**Assignment**:
I would like each line of the data that holds the word "graph" copied out.

(Saved data entries)
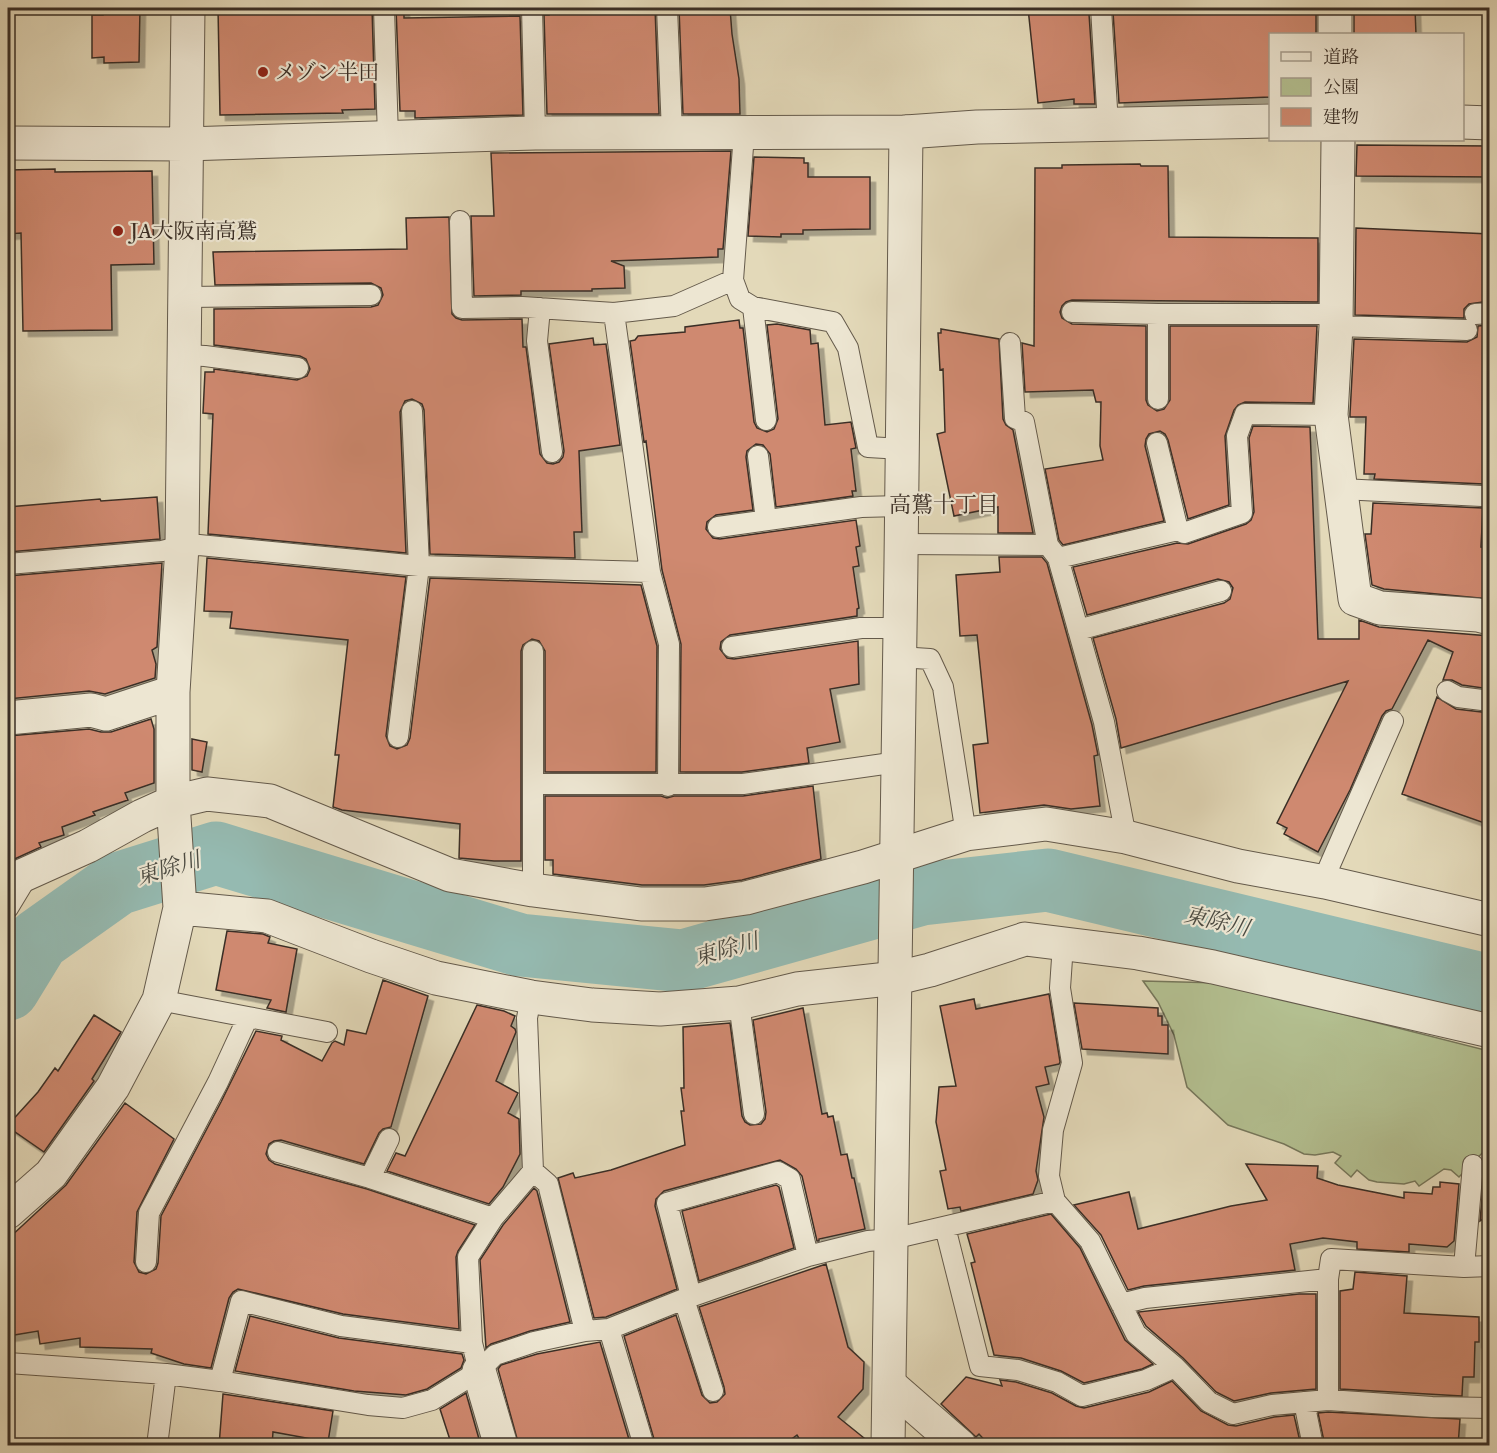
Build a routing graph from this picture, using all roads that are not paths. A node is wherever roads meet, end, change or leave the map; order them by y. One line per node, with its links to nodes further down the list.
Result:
1 (188, 8): 19 (street)
2 (384, 8): 16 (lane)
3 (532, 8): 14 (lane)
4 (667, 8): 15 (lane)
5 (1101, 8): 11 (lane)
6 (1335, 8): 7 (street)
7 (1335, 33)
8 (1269, 121): 11 (street)
9 (1464, 122): 10 (street)
10 (1490, 123)
11 (1108, 125): 13 (street)
12 (742, 132): 13 (street); 15 (street); 21 (lane)
13 (906, 132): 39 (street)
14 (536, 133): 15 (street); 16 (street)
15 (672, 133)
16 (388, 138): 19 (street)
17 (1338, 141): 30 (street)
18 (8, 143): 19 (street)
19 (186, 144): 23 (street)
20 (460, 221): 25 (lane)
21 (733, 280): 24 (lane); 27 (lane)
22 (371, 295): 23 (lane)
23 (185, 297): 32 (street)
24 (753, 307): 37 (lane); 39 (lane)
25 (540, 308): 27 (lane); 40 (lane)
26 (1072, 312): 28 (lane)
27 (614, 313): 53 (lane)
28 (1158, 314): 30 (lane); 34 (lane)
29 (1477, 319): 30 (lane)
30 (1336, 320): 36 (street)
31 (1010, 343): 50 (lane)
32 (184, 356): 33 (lane); 49 (street)
33 (298, 368)
34 (1158, 399)
35 (412, 411): 52 (lane)
36 (1331, 415): 42 (street); 47 (lane)
37 (766, 420)
38 (1157, 443): 47 (lane)
39 (902, 449): 44 (street)
40 (552, 452)
41 (758, 456): 45 (lane)
42 (1341, 489): 43 (lane); 55 (street)
43 (1482, 496)
44 (901, 506): 45 (lane); 48 (street)
45 (766, 520): 46 (lane)
46 (718, 527)
47 (1178, 530): 50 (lane)
48 (900, 544): 50 (lane); 57 (street)
49 (182, 546): 51 (lane); 52 (lane); 61 (street)
50 (1053, 551): 56 (lane)
51 (8, 564)
52 (419, 566): 53 (lane); 65 (lane)
53 (650, 572): 68 (lane)
54 (1221, 591): 56 (lane)
55 (1490, 618)
56 (1077, 630): 71 (lane)
57 (899, 643): 58 (lane); 66 (street); 70 (lane)
58 (732, 647)
59 (532, 651): 67 (lane)
60 (1447, 691): 62 (lane)
61 (174, 692): 63 (street); 69 (street)
62 (1490, 701)
63 (8, 718)
64 (1393, 721): 74 (lane)
65 (398, 737)
66 (898, 762): 68 (lane); 72 (street)
67 (533, 784): 68 (lane); 75 (lane)
68 (668, 786)
69 (173, 801): 73 (street); 75 (street); 77 (street)
70 (966, 834): 71 (street); 72 (street)
71 (1126, 837): 74 (street)
72 (897, 857): 75 (street); 80 (street)
73 (19, 877): 76 (lane)
74 (1324, 882): 78 (street)
75 (533, 890)
76 (8, 908)
77 (180, 908): 81 (street); 82 (street)
78 (1490, 920)
79 (1063, 944): 80 (street); 85 (street); 93 (lane)
80 (897, 978): 83 (street); 97 (street)
81 (531, 997): 83 (street); 91 (lane)
82 (159, 1000): 84 (lane); 94 (street)
83 (739, 1003): 87 (lane)
84 (248, 1017): 86 (lane); 99 (lane)
85 (1490, 1031)
86 (327, 1032)
87 (754, 1114)
88 (389, 1139): 92 (lane)
89 (278, 1152): 92 (lane)
90 (1473, 1165): 101 (lane)
91 (533, 1171): 95 (lane); 106 (lane)
92 (370, 1178): 95 (lane)
93 (1055, 1201): 96 (lane); 104 (lane)
94 (8, 1212)
95 (493, 1218): 107 (lane)
96 (945, 1227): 97 (lane); 109 (lane)
97 (892, 1239): 98 (lane); 112 (street)
98 (808, 1256): 103 (lane); 103 (lane)
99 (146, 1262)
100 (1490, 1266): 101 (lane)
101 (1464, 1267): 102 (lane)
102 (1328, 1279): 104 (lane); 114 (lane)
103 (688, 1297): 105 (lane); 113 (lane)
104 (1121, 1304): 109 (lane)
105 (609, 1329): 106 (lane); 119 (lane)
106 (585, 1331): 107 (lane)
107 (476, 1357): 111 (lane); 111 (lane); 118 (street)
108 (8, 1363): 110 (lane)
109 (1175, 1367): 115 (lane)
110 (166, 1374): 111 (lane); 117 (lane)
111 (220, 1381)
112 (890, 1385): 120 (street); 121 (street)
113 (713, 1391)
114 (1328, 1400): 115 (lane); 116 (lane)
115 (1304, 1402): 122 (lane)
116 (1490, 1408)
117 (157, 1446)
118 (501, 1446)
119 (644, 1446)
120 (888, 1446)
121 (960, 1446)
122 (1313, 1446)

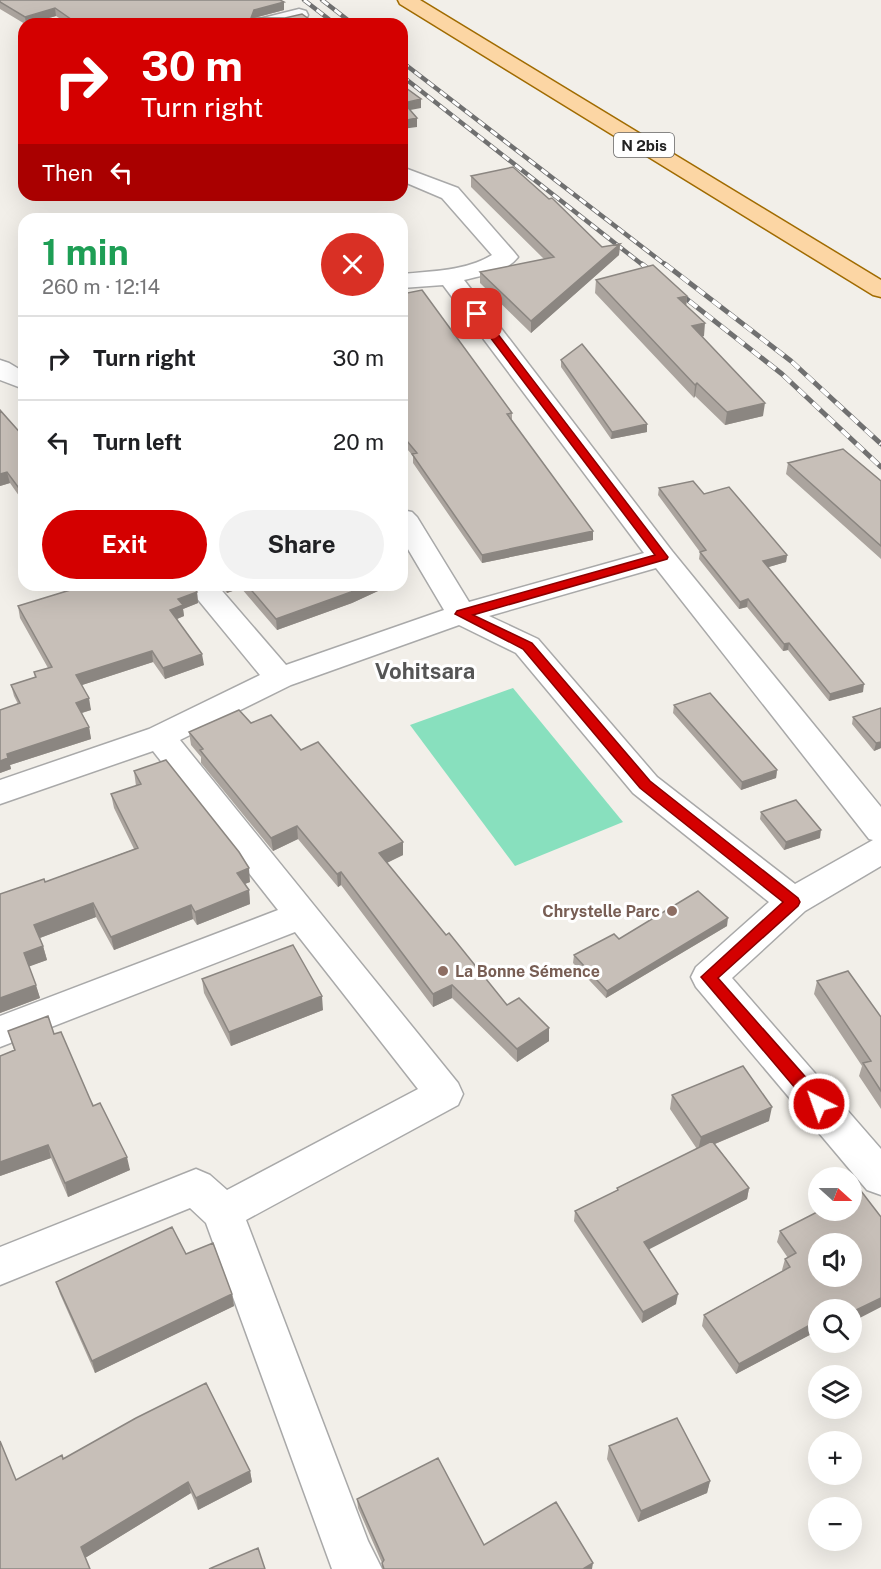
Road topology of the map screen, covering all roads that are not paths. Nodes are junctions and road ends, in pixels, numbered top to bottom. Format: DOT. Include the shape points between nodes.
graph roads {
  1 [pos="407,0"];
  2 [pos="299,15"];
  3 [pos="287,18"];
  4 [pos="408,176"];
  5 [pos="449,276"];
  6 [pos="408,279"];
  7 [pos="881,290"];
  8 [pos="0,368"];
  9 [pos="18,379"];
  10 [pos="18,384"];
  11 [pos="0,390"];
  12 [pos="408,525"];
  13 [pos="662,557"];
  14 [pos="206,591"];
  15 [pos="461,614"];
  16 [pos="280,678"];
  17 [pos="160,737"];
  18 [pos="0,792"];
  19 [pos="881,830"];
  20 [pos="881,850"];
  21 [pos="793,902"];
  22 [pos="302,915"];
  23 [pos="0,1032"];
  24 [pos="881,1178"];
  25 [pos="223,1212"];
  26 [pos="0,1266"];
  27 [pos="358,1569"];
  1 -- 7 [label="main road, N 2bis"];
  2 -- 3 [label="street"];
  4 -- 5 [label="street" via="450,193 506,257 493,265"];
  5 -- 6 [label="street"];
  5 -- 13 [label="street"];
  8 -- 9 [label="street"];
  10 -- 11 [label="street"];
  12 -- 15 [label="street"];
  13 -- 15 [label="street"];
  13 -- 19 [label="street"];
  14 -- 16 [label="street"];
  15 -- 16 [label="street"];
  15 -- 21 [label="street" via="527,646 645,784"];
  16 -- 17 [label="street"];
  17 -- 18 [label="street"];
  17 -- 22 [label="street"];
  20 -- 21 [label="street"];
  21 -- 24 [label="street" via="709,977"];
  22 -- 23 [label="street"];
  22 -- 25 [label="street" via="444,1094"];
  25 -- 26 [label="street" via="196,1187"];
  25 -- 27 [label="street"];
}
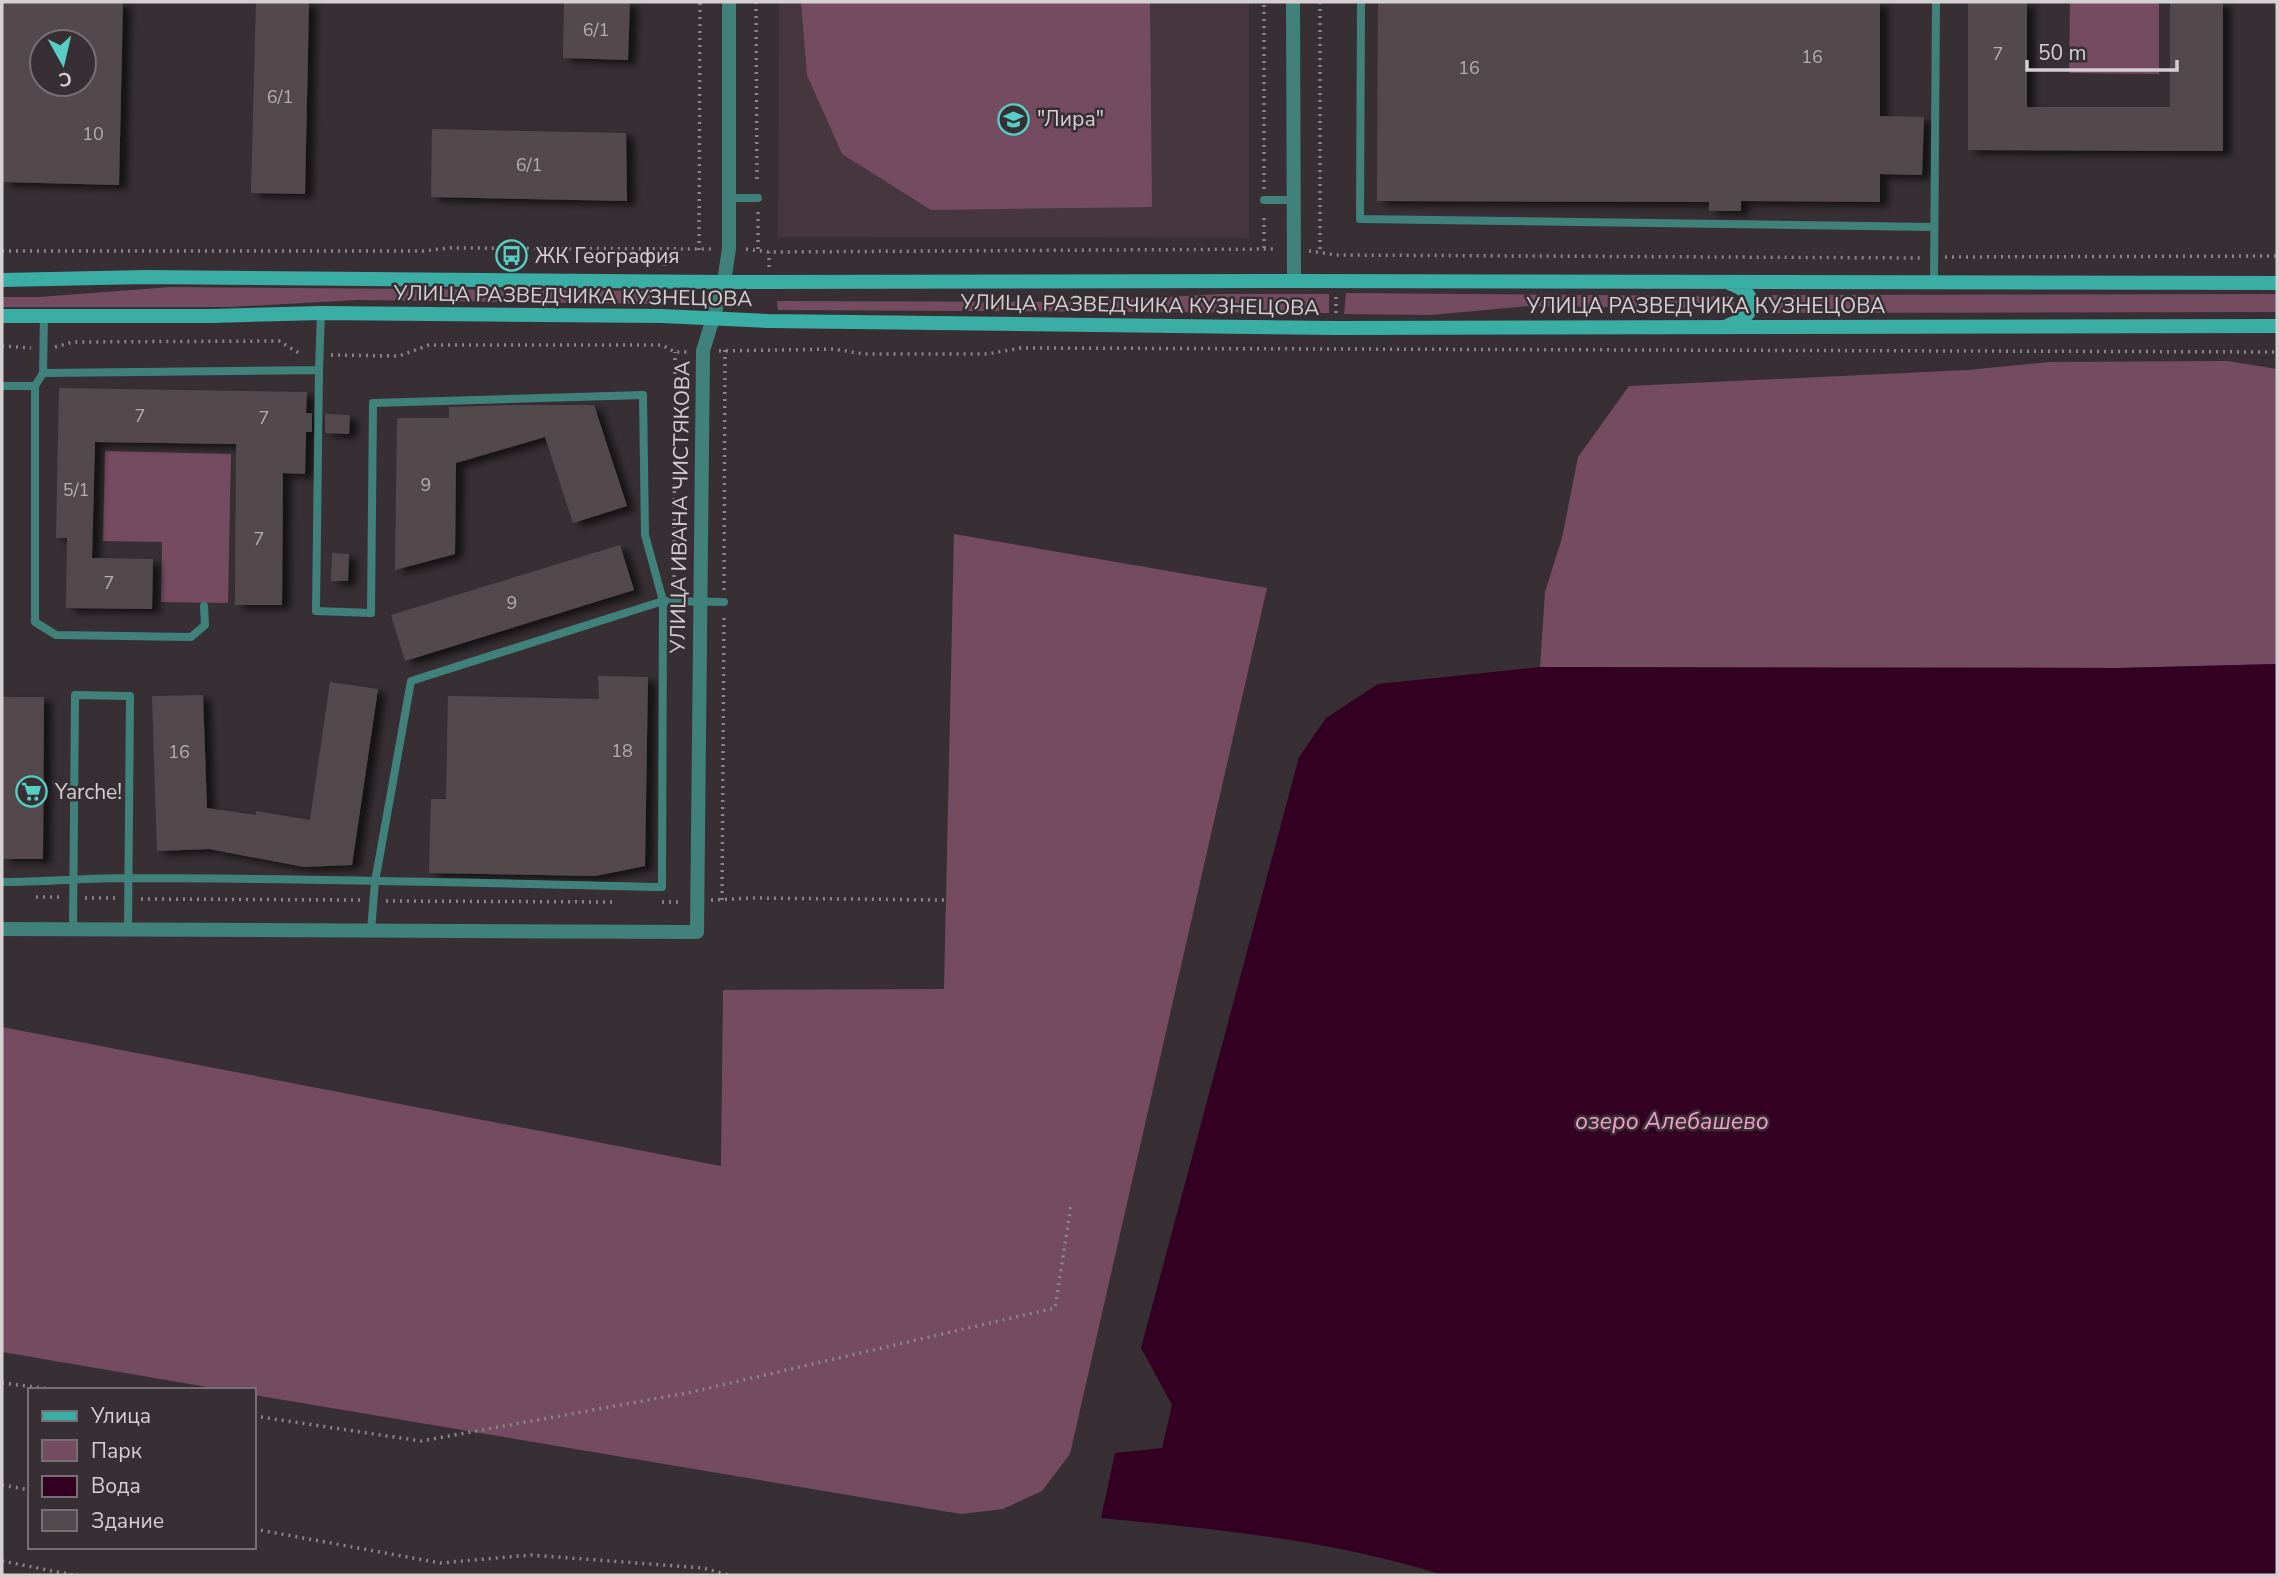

**Answer**:
Build a routing graph from this picture, using all roads that are not paths. A node is wherever roads meet, end, change or leave the map; order them by y. One line per node, with its links to nodes further down the list.
graph roads {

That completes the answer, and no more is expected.